Vacuolar H+-ATPase activity and expression in mouse bone marrow cultures.

We examined vacuolar H+-ATPase (V-ATPase) structure, enzymatic properties, and protein and mRNA expression from mouse marrow cultured in the presence or absence of 1,25-dihydroxyvitamin D3 (1, 25(OH)2D3), which stimulates formation of bone-resorptive osteoclasts. V-ATPases from osteoclast-containing cultures were similar in ion and inhibitor sensitivities to the enzyme from kidney-derived sources. Immunopurified V-ATPase from 1,25(OH)2D3-stimulated cultures exhibited 20-fold greater ATPase activity than the enzyme from unstimulated cultures, which do not contain osteoclasts. In contrast, 1,25(OH)2D3-treated cultures contained only 2-fold more assembled V-ATPase, as determined by immunoprecipitation. Quantitative reverse transcription-polymerase chain reaction (RT-PCR) and immunoblot analysis similarly showed approximately 2-fold increases of V-ATPase mRNA and protein levels in 1,25(OH)2D3-treated cultures.
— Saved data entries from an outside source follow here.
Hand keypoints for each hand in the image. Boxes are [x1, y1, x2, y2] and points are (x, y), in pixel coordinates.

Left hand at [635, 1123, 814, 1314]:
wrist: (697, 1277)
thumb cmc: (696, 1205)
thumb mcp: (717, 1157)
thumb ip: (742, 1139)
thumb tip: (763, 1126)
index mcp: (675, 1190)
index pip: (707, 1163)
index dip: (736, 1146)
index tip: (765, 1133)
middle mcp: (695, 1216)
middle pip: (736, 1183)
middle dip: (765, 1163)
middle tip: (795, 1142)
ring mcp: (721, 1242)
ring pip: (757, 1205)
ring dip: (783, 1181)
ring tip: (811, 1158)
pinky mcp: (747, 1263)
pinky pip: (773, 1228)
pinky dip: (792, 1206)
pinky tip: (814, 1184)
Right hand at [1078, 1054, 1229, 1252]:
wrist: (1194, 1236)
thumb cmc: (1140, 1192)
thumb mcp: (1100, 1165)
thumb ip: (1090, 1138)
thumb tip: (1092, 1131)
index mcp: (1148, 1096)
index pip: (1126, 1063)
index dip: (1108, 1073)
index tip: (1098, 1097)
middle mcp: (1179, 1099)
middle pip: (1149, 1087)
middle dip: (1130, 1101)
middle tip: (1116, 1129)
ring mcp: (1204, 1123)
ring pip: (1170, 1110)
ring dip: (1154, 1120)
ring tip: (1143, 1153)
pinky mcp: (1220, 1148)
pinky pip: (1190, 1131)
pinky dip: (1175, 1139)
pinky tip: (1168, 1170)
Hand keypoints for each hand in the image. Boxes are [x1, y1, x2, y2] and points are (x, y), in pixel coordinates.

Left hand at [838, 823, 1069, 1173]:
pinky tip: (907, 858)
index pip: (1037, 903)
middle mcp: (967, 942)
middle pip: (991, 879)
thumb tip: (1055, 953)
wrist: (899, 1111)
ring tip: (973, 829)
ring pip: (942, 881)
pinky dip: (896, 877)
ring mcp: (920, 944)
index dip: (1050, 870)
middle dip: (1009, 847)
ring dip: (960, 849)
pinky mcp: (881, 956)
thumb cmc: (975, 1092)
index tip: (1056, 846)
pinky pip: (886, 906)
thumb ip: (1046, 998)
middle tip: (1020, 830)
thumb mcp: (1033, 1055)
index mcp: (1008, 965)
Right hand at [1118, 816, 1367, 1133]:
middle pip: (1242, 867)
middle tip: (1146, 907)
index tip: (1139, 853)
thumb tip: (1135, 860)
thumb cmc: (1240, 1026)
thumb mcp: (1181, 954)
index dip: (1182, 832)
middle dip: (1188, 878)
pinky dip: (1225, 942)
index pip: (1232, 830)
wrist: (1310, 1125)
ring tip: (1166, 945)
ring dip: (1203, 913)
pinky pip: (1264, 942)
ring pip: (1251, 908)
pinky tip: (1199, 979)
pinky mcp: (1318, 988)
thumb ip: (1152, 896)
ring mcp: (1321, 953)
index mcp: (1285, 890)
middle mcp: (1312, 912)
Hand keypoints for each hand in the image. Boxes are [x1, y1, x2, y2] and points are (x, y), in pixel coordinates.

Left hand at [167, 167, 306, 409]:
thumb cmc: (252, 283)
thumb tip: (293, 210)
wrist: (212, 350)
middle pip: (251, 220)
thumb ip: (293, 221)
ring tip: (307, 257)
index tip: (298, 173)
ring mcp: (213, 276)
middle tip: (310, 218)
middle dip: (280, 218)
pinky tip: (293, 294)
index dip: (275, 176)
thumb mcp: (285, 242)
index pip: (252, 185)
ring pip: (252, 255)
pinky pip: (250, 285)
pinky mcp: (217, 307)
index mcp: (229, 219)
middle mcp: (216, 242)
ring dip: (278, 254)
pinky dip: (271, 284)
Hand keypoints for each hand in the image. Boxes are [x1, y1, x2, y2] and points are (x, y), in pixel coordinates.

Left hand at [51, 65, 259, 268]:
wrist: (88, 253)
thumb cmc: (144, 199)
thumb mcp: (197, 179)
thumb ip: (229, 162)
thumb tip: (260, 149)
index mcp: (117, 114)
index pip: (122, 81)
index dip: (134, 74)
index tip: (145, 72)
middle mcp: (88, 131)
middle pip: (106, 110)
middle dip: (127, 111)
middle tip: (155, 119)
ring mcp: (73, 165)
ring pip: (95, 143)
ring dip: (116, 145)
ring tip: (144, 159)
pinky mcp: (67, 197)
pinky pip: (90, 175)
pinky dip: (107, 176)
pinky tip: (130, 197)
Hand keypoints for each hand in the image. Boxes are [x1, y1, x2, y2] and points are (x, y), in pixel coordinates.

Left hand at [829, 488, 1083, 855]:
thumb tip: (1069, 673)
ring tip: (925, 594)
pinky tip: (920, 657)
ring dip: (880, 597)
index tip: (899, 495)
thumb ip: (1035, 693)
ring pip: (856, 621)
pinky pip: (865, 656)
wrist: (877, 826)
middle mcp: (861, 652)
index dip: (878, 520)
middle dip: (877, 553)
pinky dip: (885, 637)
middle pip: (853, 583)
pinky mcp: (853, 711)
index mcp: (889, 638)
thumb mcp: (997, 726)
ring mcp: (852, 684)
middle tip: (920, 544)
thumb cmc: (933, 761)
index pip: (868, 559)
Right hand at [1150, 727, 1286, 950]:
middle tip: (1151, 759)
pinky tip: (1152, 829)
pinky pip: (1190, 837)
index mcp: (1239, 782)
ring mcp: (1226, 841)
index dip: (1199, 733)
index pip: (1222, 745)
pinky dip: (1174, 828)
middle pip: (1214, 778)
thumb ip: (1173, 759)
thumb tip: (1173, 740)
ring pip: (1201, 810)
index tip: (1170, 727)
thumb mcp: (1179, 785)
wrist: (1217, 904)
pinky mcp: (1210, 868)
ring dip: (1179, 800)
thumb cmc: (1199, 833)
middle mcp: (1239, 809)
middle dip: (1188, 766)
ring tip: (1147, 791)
The bulk of the relative difference in V-ATPase activity between the two cultures was due to a 10-fold difference in enzyme specific activity. Quantitative RT-PCR also revealed that expression levels of V-ATPase mRNAs reflected the stoichiometry of enzyme subunits in the assembled complex. These data indicate that in mouse bone marrow cultures, V-ATPase expression is controlled at the level of mRNA, and that increases in subunit expression and assembly cannot account for the 20-fold difference in enzyme activity in osteoclast-containing cultures. Therefore, osteoclast V-ATPase activity may be regulated by subtle alterations in enzyme structure or associated factors.